Is frequent urination after liposuction normal?

I'm 8 days post op which entailed a breast lift, lipo with a bbl. everything I drink goes right through me. Is this normal?

Doctor Answers 8

Mobilizing Edema After Liposuction

Yes, it is common to "mobilize your edema" after the first 3 days following surgery. This is especially true with liposuction as a lot of saline (salt water) is injected in order to minimize blood loss during the procedure. The Sodium in saline retains fluid, so you are now washing the sodium out of your body.

Orange County Plastic Surgeon
4.9 out of 5 stars 154 reviews

Mobilization of fluid

Often, during the first week after surgery, people retain a lot of extra water weight.  Typically, sometime in the second week, the body starts to mobilize the fluid, and so, there's a lot of urine flow!

That's the most likely possibility.  If you have fever, or pain when you pee, however, that could indicate a urinary tract infection.

All the best,

Thomas Fiala, MD
Orlando Plastic Surgeon
4.9 out of 5 stars 79 reviews

Frequent urination after liposuction

What you describe it it's not a typical.

Immediately after liposuction patients tend to swells.

Sometimes substantially.

This swellin causes patients to be dehydrated requiring consuming more  fluids.

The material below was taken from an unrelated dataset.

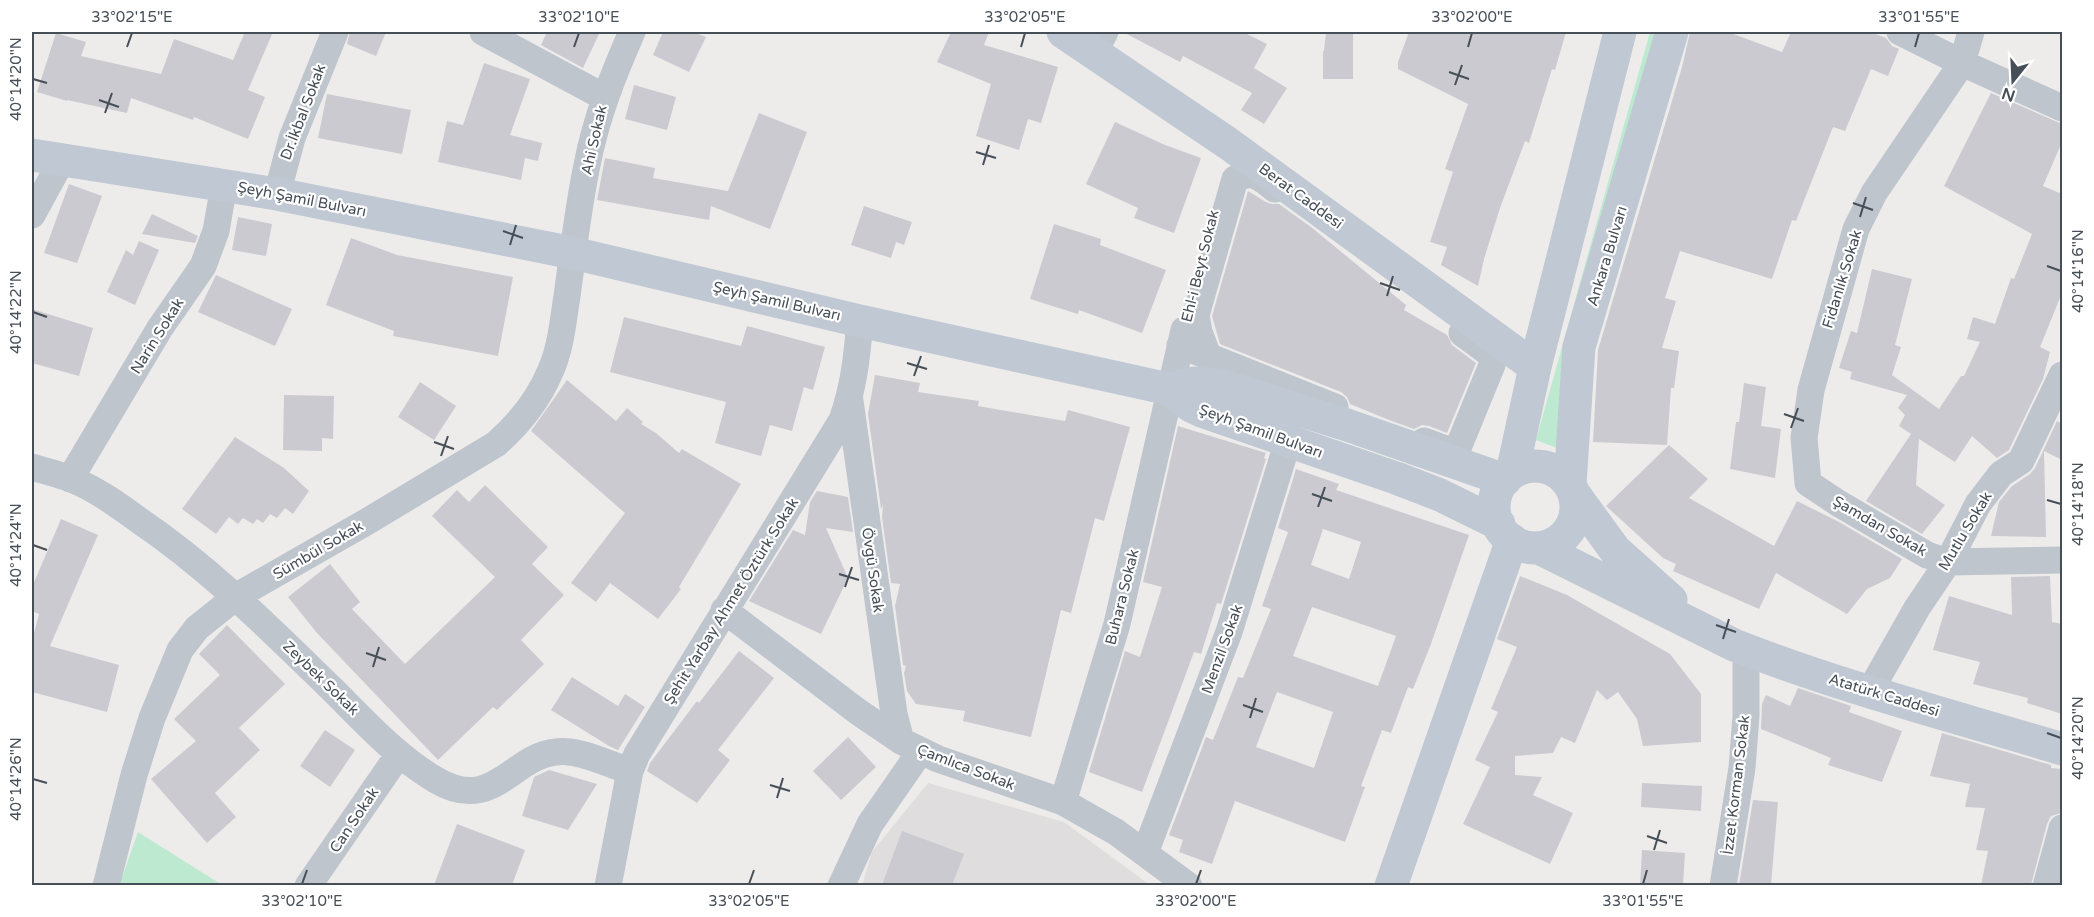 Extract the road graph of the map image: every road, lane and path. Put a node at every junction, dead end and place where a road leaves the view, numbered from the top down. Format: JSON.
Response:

The swelling later on reverses and the extra fluid that was held in the swollen tissue's returns to the circulatory system and excess water it's eliminated by the kidneys as urin. 


Mats Hagstrom M.D.

Mats Hagstrom, MD
San Francisco Plastic Surgeon
4.8 out of 5 stars 18 reviews

Liposuction and urination

As the swelling goes down, you will urinate a lot as your body tries to remove the excess fluid that it retained after surgery.

Steven Wallach, MD
New York Plastic Surgeon
4.1 out of 5 stars 28 reviews

Frequent urination after liposuction. causes

Congratulations on your procedure and thanks for sharing your question. I can appreciate your concern.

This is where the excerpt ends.